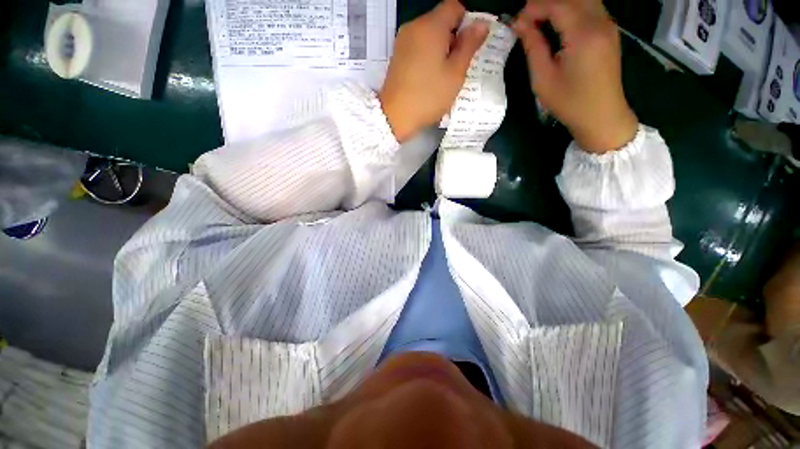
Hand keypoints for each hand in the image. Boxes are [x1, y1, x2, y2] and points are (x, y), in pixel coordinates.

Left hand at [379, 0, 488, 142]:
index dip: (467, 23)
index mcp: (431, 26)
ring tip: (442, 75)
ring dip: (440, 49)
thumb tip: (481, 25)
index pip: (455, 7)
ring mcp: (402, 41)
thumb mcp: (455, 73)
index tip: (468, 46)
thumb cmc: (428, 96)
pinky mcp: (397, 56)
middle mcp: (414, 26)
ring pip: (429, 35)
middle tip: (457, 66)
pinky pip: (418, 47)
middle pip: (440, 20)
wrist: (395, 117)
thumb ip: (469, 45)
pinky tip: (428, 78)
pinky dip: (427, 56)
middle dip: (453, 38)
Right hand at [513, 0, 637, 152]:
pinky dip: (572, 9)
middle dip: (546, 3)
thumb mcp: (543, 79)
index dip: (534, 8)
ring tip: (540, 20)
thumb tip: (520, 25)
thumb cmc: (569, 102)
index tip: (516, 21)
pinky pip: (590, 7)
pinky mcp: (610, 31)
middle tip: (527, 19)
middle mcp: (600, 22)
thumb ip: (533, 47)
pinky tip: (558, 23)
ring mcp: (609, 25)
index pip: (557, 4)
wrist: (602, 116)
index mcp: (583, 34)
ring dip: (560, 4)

══════

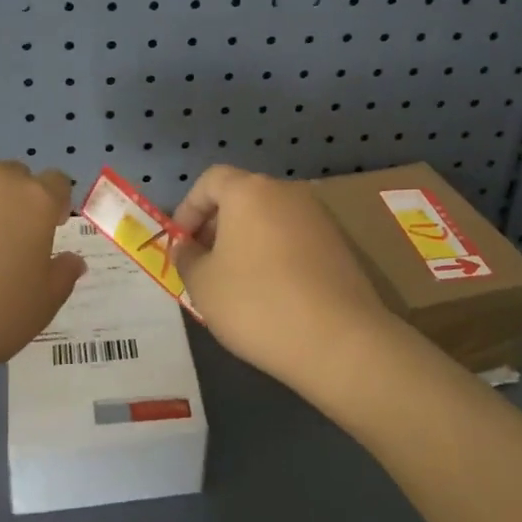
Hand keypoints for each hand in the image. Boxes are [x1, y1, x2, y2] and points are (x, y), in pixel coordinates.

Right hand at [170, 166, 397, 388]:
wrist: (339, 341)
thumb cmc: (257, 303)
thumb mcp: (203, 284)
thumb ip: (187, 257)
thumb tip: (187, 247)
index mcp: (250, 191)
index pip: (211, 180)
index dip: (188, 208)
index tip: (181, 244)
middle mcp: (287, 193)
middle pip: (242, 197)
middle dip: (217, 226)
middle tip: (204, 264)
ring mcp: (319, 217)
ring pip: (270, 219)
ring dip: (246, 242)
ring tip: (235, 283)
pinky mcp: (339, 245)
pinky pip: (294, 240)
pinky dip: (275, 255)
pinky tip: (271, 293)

══════

Please give an exact copy of the lines above, beginning with the line containing "middle mcp: (600, 22)" and running through the line containing "ring dip: (560, 4)", and of no other lines.

**Result for this exercise:**
middle mcp: (600, 22)
thumb ip: (533, 47)
pinky tip: (558, 23)
ring mcp: (609, 25)
index pip: (557, 4)
wrist: (602, 116)
index mcp: (583, 34)
ring dip: (560, 4)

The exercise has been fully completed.